Em Êxodo 21:22-25, uma lei aborda o caso de uma mulher grávida ferida durante uma briga. Se houver apenas um aborto espontâneo sem dano adicional, o culpado paga uma multa; se a mulher sofrer lesão grave ou morte, aplica-se a penalidade de “vida por vida”. A interpretação dessa passagem é amplamente debatida. Alguns argumentam que ela sugere uma distinção entre o valor da vida da mulher e do feto, enquanto outros enfatizam o impacto sobre a mulher e sua família.
O uso de ervas abortivas é possivelmente aludido indiretamente em Números 5:11-31. Esta passagem há um ritual de prova para determinar a fidelidade conjugal de uma mulher. Embora o texto não trate diretamente do aborto, a menção de substâncias que poderiam afetar a gravidez sugere o conhecimento de métodos para interromper gestações.
A questão da infusão da alma, ou o momento em que a alma entra no corpo, é relevante para o entendimento histórico e teológico do aborto. No judaísmo talmúdico, as opiniões variavam.

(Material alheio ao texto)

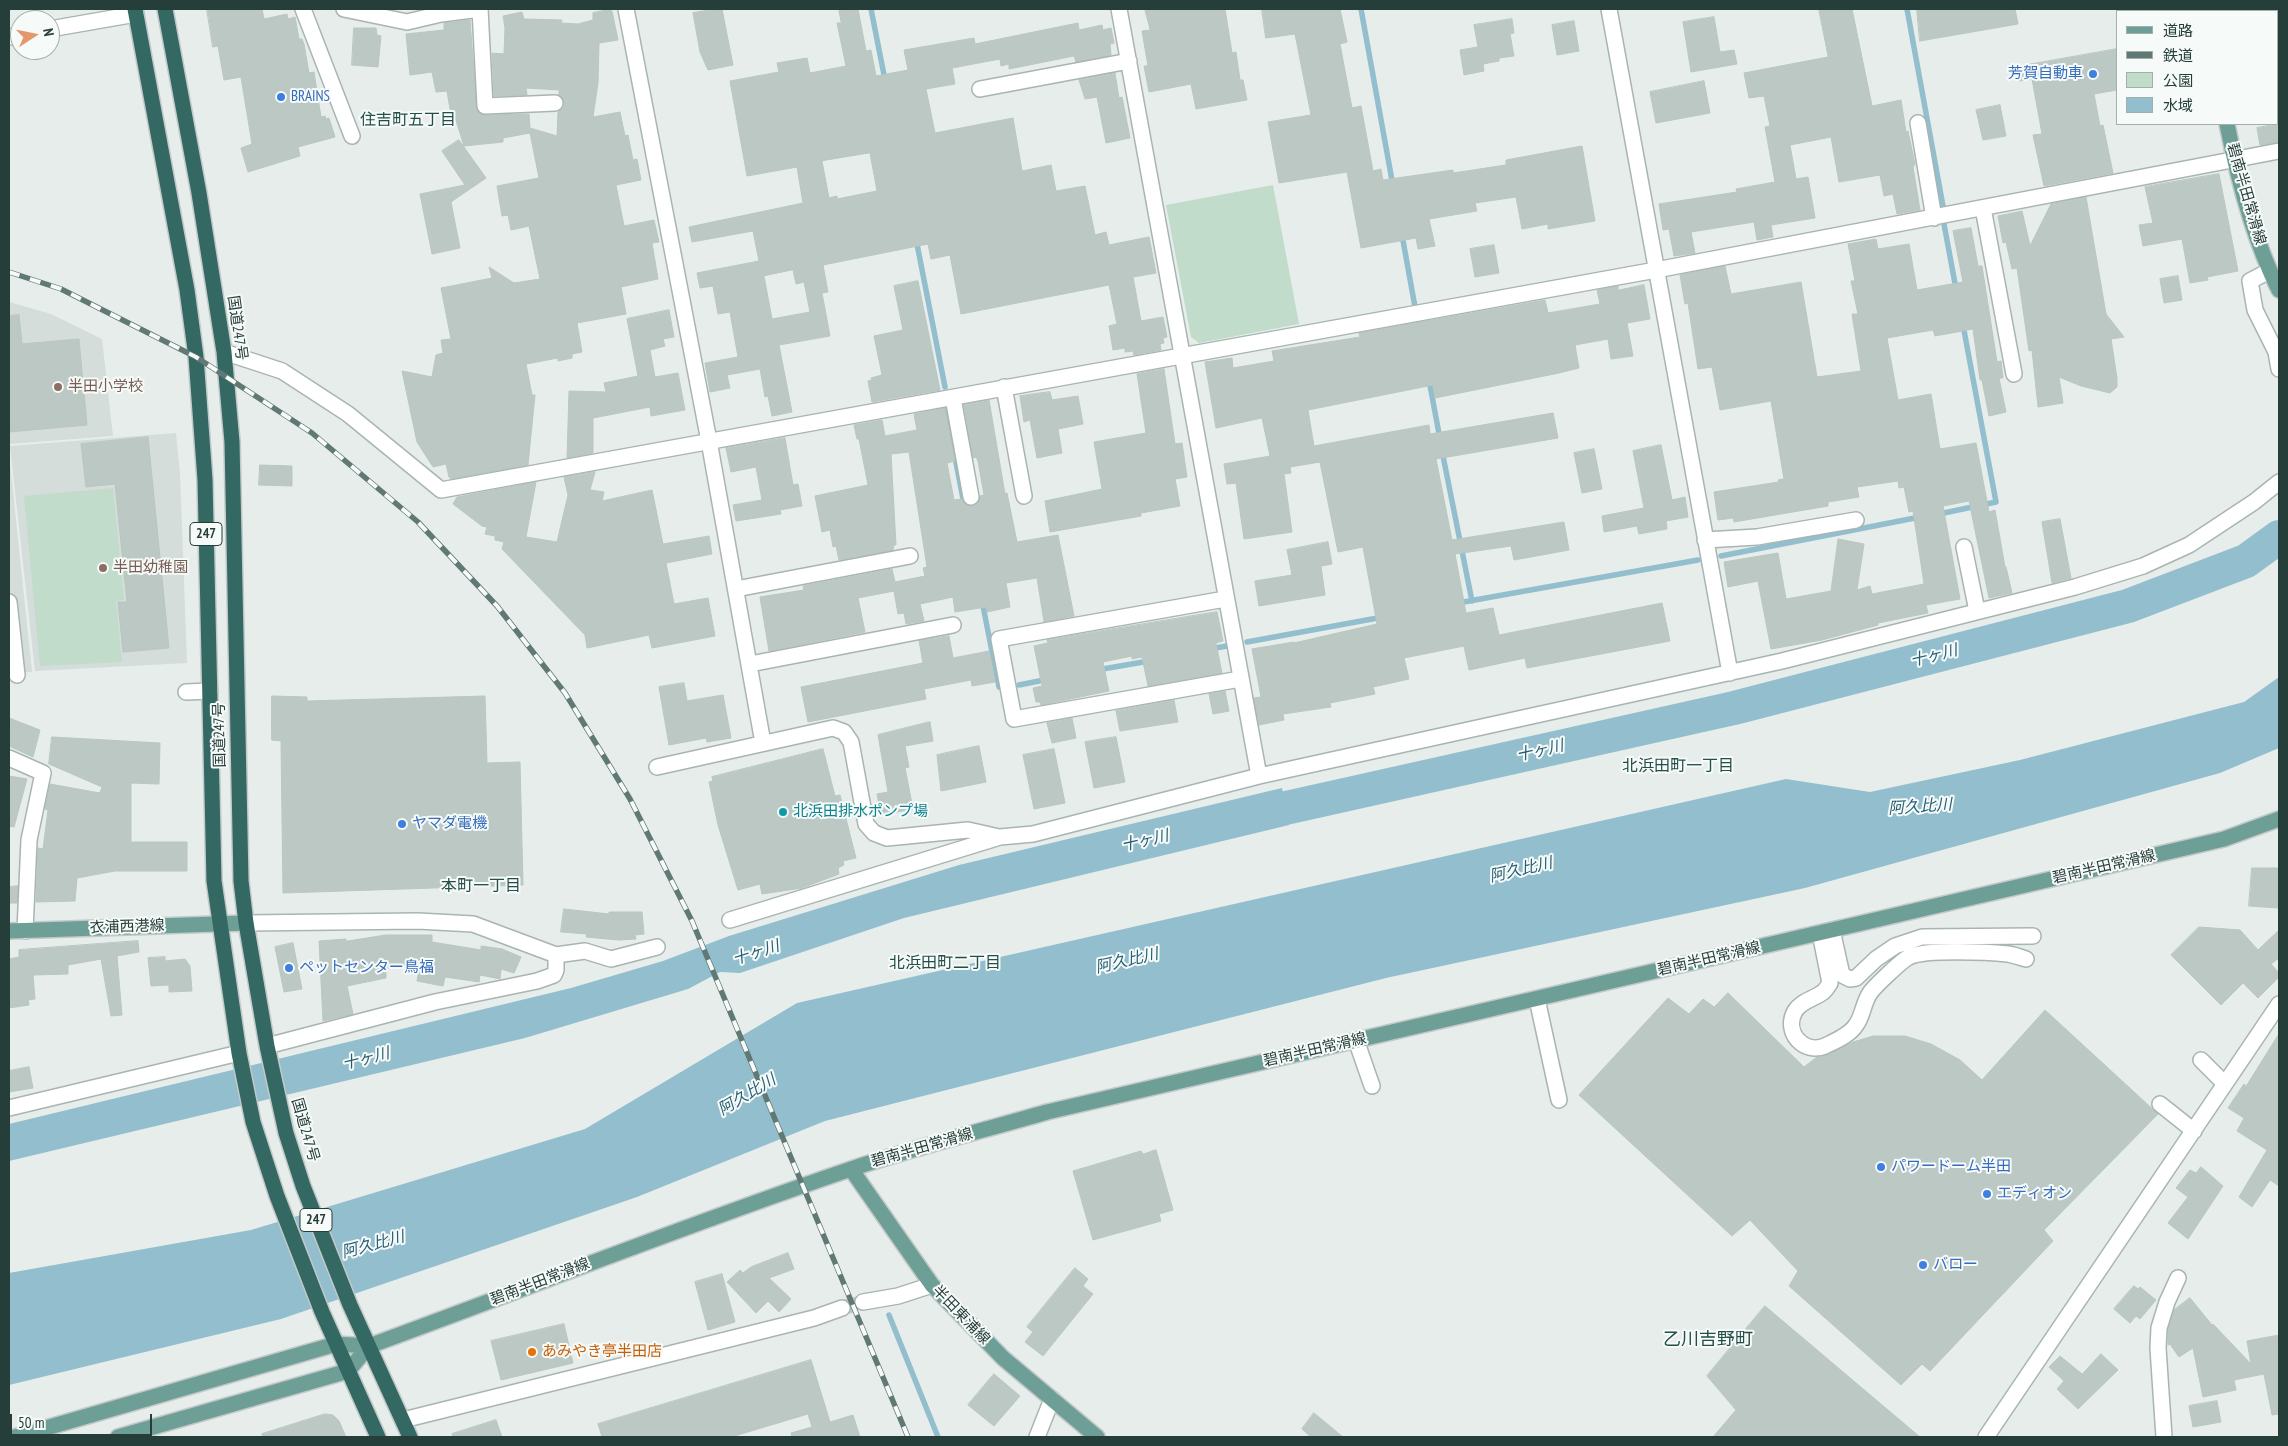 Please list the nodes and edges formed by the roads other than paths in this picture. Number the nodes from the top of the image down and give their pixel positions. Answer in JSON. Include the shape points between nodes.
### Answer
{"nodes":[{"id":1,"x":165,"y":9,"type":"edge"},
{"id":2,"x":304,"y":9,"type":"edge"},
{"id":3,"x":344,"y":9,"type":"edge"},
{"id":4,"x":626,"y":9,"type":"edge"},
{"id":5,"x":1119,"y":9,"type":"edge"},
{"id":6,"x":1609,"y":9,"type":"edge"},
{"id":7,"x":135,"y":11,"type":"edge"},
{"id":8,"x":60,"y":27,"type":"edge"},
{"id":9,"x":1129,"y":61,"type":"junction"},
{"id":10,"x":980,"y":88,"type":"dead end"},
{"id":11,"x":555,"y":103,"type":"dead end"},
{"id":12,"x":1918,"y":123,"type":"dead end"},
{"id":13,"x":2227,"y":125,"type":"edge"},
{"id":14,"x":352,"y":136,"type":"dead end"},
{"id":15,"x":2279,"y":151,"type":"edge"},
{"id":16,"x":2234,"y":159,"type":"junction"},
{"id":17,"x":1982,"y":208,"type":"junction"},
{"id":18,"x":1934,"y":218,"type":"junction"},
{"id":19,"x":1656,"y":270,"type":"junction"},
{"id":20,"x":2269,"y":271,"type":"junction"},
{"id":21,"x":2279,"y":290,"type":"edge"},
{"id":22,"x":224,"y":352,"type":"junction"},
{"id":23,"x":1182,"y":354,"type":"junction"},
{"id":24,"x":2279,"y":369,"type":"edge"},
{"id":25,"x":2014,"y":374,"type":"dead end"},
{"id":26,"x":1004,"y":387,"type":"junction"},
{"id":27,"x":953,"y":398,"type":"junction"},
{"id":28,"x":709,"y":441,"type":"junction"},
{"id":29,"x":2279,"y":482,"type":"edge"},
{"id":30,"x":971,"y":496,"type":"dead end"},
{"id":31,"x":1024,"y":496,"type":"dead end"},
{"id":32,"x":1856,"y":520,"type":"dead end"},
{"id":33,"x":1705,"y":540,"type":"junction"},
{"id":34,"x":1964,"y":547,"type":"dead end"},
{"id":35,"x":910,"y":556,"type":"dead end"},
{"id":36,"x":736,"y":589,"type":"junction"},
{"id":37,"x":1226,"y":599,"type":"junction"},
{"id":38,"x":9,"y":602,"type":"edge"},
{"id":39,"x":1976,"y":611,"type":"junction"},
{"id":40,"x":953,"y":626,"type":"dead end"},
{"id":41,"x":750,"y":664,"type":"junction"},
{"id":42,"x":1730,"y":673,"type":"junction"},
{"id":43,"x":17,"y":675,"type":"dead end"},
{"id":44,"x":1240,"y":679,"type":"junction"},
{"id":45,"x":186,"y":692,"type":"dead end"},
{"id":46,"x":210,"y":692,"type":"junction"},
{"id":47,"x":763,"y":743,"type":"junction"},
{"id":48,"x":9,"y":758,"type":"edge"},
{"id":49,"x":657,"y":767,"type":"dead end"},
{"id":50,"x":1259,"y":776,"type":"junction"},
{"id":51,"x":2279,"y":819,"type":"edge"},
{"id":52,"x":1000,"y":837,"type":"junction"},
{"id":53,"x":730,"y":920,"type":"dead end"},
{"id":54,"x":246,"y":923,"type":"junction"},
{"id":55,"x":219,"y":924,"type":"junction"},
{"id":56,"x":9,"y":931,"type":"edge"},
{"id":57,"x":25,"y":931,"type":"junction"},
{"id":58,"x":1826,"y":932,"type":"junction"},
{"id":59,"x":2033,"y":936,"type":"dead end"},
{"id":60,"x":657,"y":948,"type":"dead end"},
{"id":61,"x":556,"y":955,"type":"junction"},
{"id":62,"x":2026,"y":959,"type":"dead end"},
{"id":63,"x":1537,"y":999,"type":"junction"},
{"id":64,"x":2279,"y":1004,"type":"edge"},
{"id":65,"x":1356,"y":1040,"type":"junction"},
{"id":66,"x":268,"y":1051,"type":"junction"},
{"id":67,"x":240,"y":1058,"type":"junction"},
{"id":68,"x":2201,"y":1060,"type":"dead end"},
{"id":69,"x":2226,"y":1084,"type":"junction"},
{"id":70,"x":1372,"y":1086,"type":"dead end"},
{"id":71,"x":1559,"y":1100,"type":"dead end"},
{"id":72,"x":2160,"y":1104,"type":"dead end"},
{"id":73,"x":9,"y":1108,"type":"edge"},
{"id":74,"x":2194,"y":1131,"type":"junction"},
{"id":75,"x":851,"y":1169,"type":"junction"},
{"id":76,"x":2178,"y":1278,"type":"dead end"},
{"id":77,"x":932,"y":1285,"type":"junction"},
{"id":78,"x":863,"y":1302,"type":"tunnel mouth"},
{"id":79,"x":842,"y":1308,"type":"tunnel mouth"},
{"id":80,"x":336,"y":1344,"type":"junction"},
{"id":81,"x":369,"y":1346,"type":"junction"},
{"id":82,"x":348,"y":1371,"type":"junction"},
{"id":83,"x":1052,"y":1399,"type":"junction"},
{"id":84,"x":185,"y":1419,"type":"junction"},
{"id":85,"x":403,"y":1420,"type":"junction"},
{"id":86,"x":1989,"y":1436,"type":"edge"},
{"id":87,"x":15,"y":1437,"type":"edge"},
{"id":88,"x":118,"y":1437,"type":"edge"},
{"id":89,"x":143,"y":1437,"type":"edge"},
{"id":90,"x":378,"y":1437,"type":"edge"},
{"id":91,"x":410,"y":1437,"type":"edge"},
{"id":92,"x":1037,"y":1437,"type":"edge"},
{"id":93,"x":1097,"y":1437,"type":"edge"},
{"id":94,"x":2164,"y":1437,"type":"edge"}],
"edges":[{"from":1,"to":22,"type":"highway","name":"国道247号","number":"247"},
{"from":2,"to":14,"type":"street"},
{"from":3,"to":11,"type":"street","via":[[407,22],[480,9],[485,106]]},
{"from":4,"to":28,"type":"street"},
{"from":5,"to":9,"type":"street"},
{"from":6,"to":19,"type":"street"},
{"from":7,"to":8,"type":"street"},
{"from":7,"to":46,"type":"highway","name":"国道247号","number":"247","via":[[187,290],[196,357],[205,480]]},
{"from":9,"to":10,"type":"street"},
{"from":9,"to":23,"type":"street"},
{"from":12,"to":18,"type":"street"},
{"from":13,"to":16,"type":"main road","name":"碧南半田常滑線"},
{"from":15,"to":16,"type":"street"},
{"from":16,"to":17,"type":"street"},
{"from":16,"to":20,"type":"main road","name":"碧南半田常滑線"},
{"from":17,"to":18,"type":"street"},
{"from":17,"to":25,"type":"street"},
{"from":18,"to":19,"type":"street"},
{"from":19,"to":23,"type":"street"},
{"from":19,"to":33,"type":"street"},
{"from":20,"to":21,"type":"main road","name":"碧南半田常滑線"},
{"from":20,"to":24,"type":"street","via":[[2250,281],[2255,310],[2276,352]]},
{"from":22,"to":28,"type":"street","via":[[282,370],[348,414],[441,490]]},
{"from":22,"to":54,"type":"highway","name":"国道247号","number":"247","via":[[232,442],[241,881]]},
{"from":23,"to":26,"type":"street"},
{"from":23,"to":37,"type":"street"},
{"from":26,"to":27,"type":"street"},
{"from":26,"to":31,"type":"street"},
{"from":27,"to":28,"type":"street"},
{"from":27,"to":30,"type":"street"},
{"from":28,"to":36,"type":"street"},
{"from":29,"to":39,"type":"street","via":[[2189,545],[2142,566],[2075,587]]},
{"from":32,"to":33,"type":"street","via":[[1756,538]]},
{"from":33,"to":42,"type":"street"},
{"from":34,"to":39,"type":"street"},
{"from":35,"to":36,"type":"street"},
{"from":36,"to":41,"type":"street"},
{"from":37,"to":44,"type":"street"},
{"from":37,"to":44,"type":"street","via":[[1000,639],[1014,720]]},
{"from":38,"to":43,"type":"street"},
{"from":39,"to":42,"type":"street","via":[[1892,635]]},
{"from":40,"to":41,"type":"street"},
{"from":41,"to":47,"type":"street"},
{"from":42,"to":50,"type":"street"},
{"from":44,"to":50,"type":"street"},
{"from":45,"to":46,"type":"street"},
{"from":46,"to":55,"type":"highway","name":"国道247号","number":"247","via":[[214,881]]},
{"from":47,"to":49,"type":"street"},
{"from":47,"to":52,"type":"street","via":[[833,728],[844,732],[851,742],[866,824],[887,838],[968,830]]},
{"from":48,"to":57,"type":"street","via":[[43,773],[29,840]]},
{"from":50,"to":52,"type":"street","via":[[1034,834]]},
{"from":51,"to":58,"type":"main road","name":"碧南半田常滑線","via":[[2224,839]]},
{"from":52,"to":53,"type":"street"},
{"from":54,"to":55,"type":"main road","name":"衣浦西港線"},
{"from":54,"to":61,"type":"street","via":[[418,921],[473,924]]},
{"from":54,"to":66,"type":"highway","name":"国道247号","number":"247"},
{"from":55,"to":57,"type":"main road","name":"衣浦西港線"},
{"from":55,"to":67,"type":"highway","name":"国道247号","number":"247"},
{"from":56,"to":57,"type":"main road","name":"衣浦西港線"},
{"from":58,"to":59,"type":"street","via":[[1842,975],[1850,979],[1856,978],[1895,946],[1922,937]]},
{"from":58,"to":62,"type":"street","via":[[1830,983],[1823,992],[1795,1011],[1792,1020],[1797,1041],[1811,1049],[1819,1049],[1856,1026],[1870,994],[1909,956],[1984,953],[2009,954]]},
{"from":58,"to":63,"type":"main road","name":"碧南半田常滑線"},
{"from":60,"to":61,"type":"street","via":[[611,959],[585,951]]},
{"from":61,"to":66,"type":"street","via":[[554,976],[435,1002]]},
{"from":63,"to":65,"type":"main road","name":"碧南半田常滑線"},
{"from":63,"to":71,"type":"street"},
{"from":64,"to":69,"type":"street"},
{"from":65,"to":70,"type":"street"},
{"from":65,"to":75,"type":"main road","name":"碧南半田常滑線","via":[[1047,1112]]},
{"from":66,"to":81,"type":"highway","name":"国道247号","number":"247","via":[[281,1115],[303,1186]]},
{"from":67,"to":73,"type":"street"},
{"from":67,"to":80,"type":"highway","name":"国道247号","number":"247","via":[[254,1122],[277,1196]]},
{"from":68,"to":69,"type":"street"},
{"from":69,"to":74,"type":"street"},
{"from":72,"to":74,"type":"street"},
{"from":74,"to":86,"type":"street"},
{"from":75,"to":77,"type":"main road","name":"半田東浦線"},
{"from":75,"to":81,"type":"main road","name":"碧南半田常滑線"},
{"from":76,"to":94,"type":"street","via":[[2166,1302],[2159,1328]]},
{"from":77,"to":78,"type":"street","via":[[898,1296]]},
{"from":77,"to":83,"type":"main road","name":"半田東浦線","via":[[1003,1358]]},
{"from":79,"to":85,"type":"street","via":[[814,1318]]},
{"from":80,"to":81,"type":"main road","name":"碧南半田常滑線"},
{"from":80,"to":82,"type":"highway","name":"国道247号","number":"247"},
{"from":80,"to":87,"type":"main road","name":"碧南半田常滑線"},
{"from":81,"to":82,"type":"main road","name":"碧南半田常滑線"},
{"from":81,"to":85,"type":"highway","name":"国道247号","number":"247"},
{"from":82,"to":84,"type":"main road"},
{"from":82,"to":90,"type":"highway","name":"国道247号","number":"247"},
{"from":83,"to":92,"type":"street"},
{"from":83,"to":93,"type":"main road","name":"半田東浦線"},
{"from":84,"to":88,"type":"main road"},
{"from":84,"to":89,"type":"main road"},
{"from":85,"to":91,"type":"highway","name":"国道247号","number":"247"}]}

Uma visão proeminente situava a infusão da alma 40 dias após a concepção, enquanto outras associavam o início da alma ao nascimento ou viam o processo como gradual. As discussões frequentemente priorizavam a vida e o bem-estar da mãe, permitindo o aborto em certas circunstâncias.

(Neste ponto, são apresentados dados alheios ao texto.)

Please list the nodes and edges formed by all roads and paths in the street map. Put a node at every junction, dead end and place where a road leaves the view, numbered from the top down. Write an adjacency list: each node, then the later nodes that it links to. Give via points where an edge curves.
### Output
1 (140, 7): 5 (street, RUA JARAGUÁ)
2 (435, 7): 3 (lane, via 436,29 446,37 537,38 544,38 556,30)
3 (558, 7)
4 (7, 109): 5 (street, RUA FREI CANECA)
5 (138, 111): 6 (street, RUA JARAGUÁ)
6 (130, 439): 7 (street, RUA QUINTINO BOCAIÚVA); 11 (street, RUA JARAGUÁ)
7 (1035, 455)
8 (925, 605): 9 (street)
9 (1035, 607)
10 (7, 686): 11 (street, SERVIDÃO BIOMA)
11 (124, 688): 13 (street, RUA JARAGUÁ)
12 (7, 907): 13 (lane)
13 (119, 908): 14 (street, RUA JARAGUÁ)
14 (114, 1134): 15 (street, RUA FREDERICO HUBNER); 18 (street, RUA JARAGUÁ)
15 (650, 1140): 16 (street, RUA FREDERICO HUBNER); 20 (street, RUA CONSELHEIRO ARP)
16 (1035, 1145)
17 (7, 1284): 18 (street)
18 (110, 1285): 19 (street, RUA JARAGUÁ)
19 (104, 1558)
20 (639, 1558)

Na patrística a influência da filosofia grega, como as ideias de Platão e Aristóteles, moldou as opiniões sobre a infusão da alma. Tertuliano defendia que ocorria na concepção, enquanto Agostinho sugeria estágios posteriores, como 40 dias ou mais. Essas diferenças impactaram as posições da Igreja primitiva, variando entre a condenação absoluta do aborto e sua permissão em casos específicos, especialmente no início da gestação.
Na teologia escolástica medieval, Tomás de Aquino combinou filosofia aristotélica e teologia cristã, propondo uma infusão da alma em etapas: alma vegetativa na concepção, alma animal posteriormente, e alma racional após 40 dias para fetos masculinos e 80-90 dias para femininos. Essa visão de infusão da alma tardia influenciou o Direito Canônico da Igreja Católica, que historicamente diferenciava entre abortos precoces e tardios, com menor gravidade moral atribuída ao primeiro.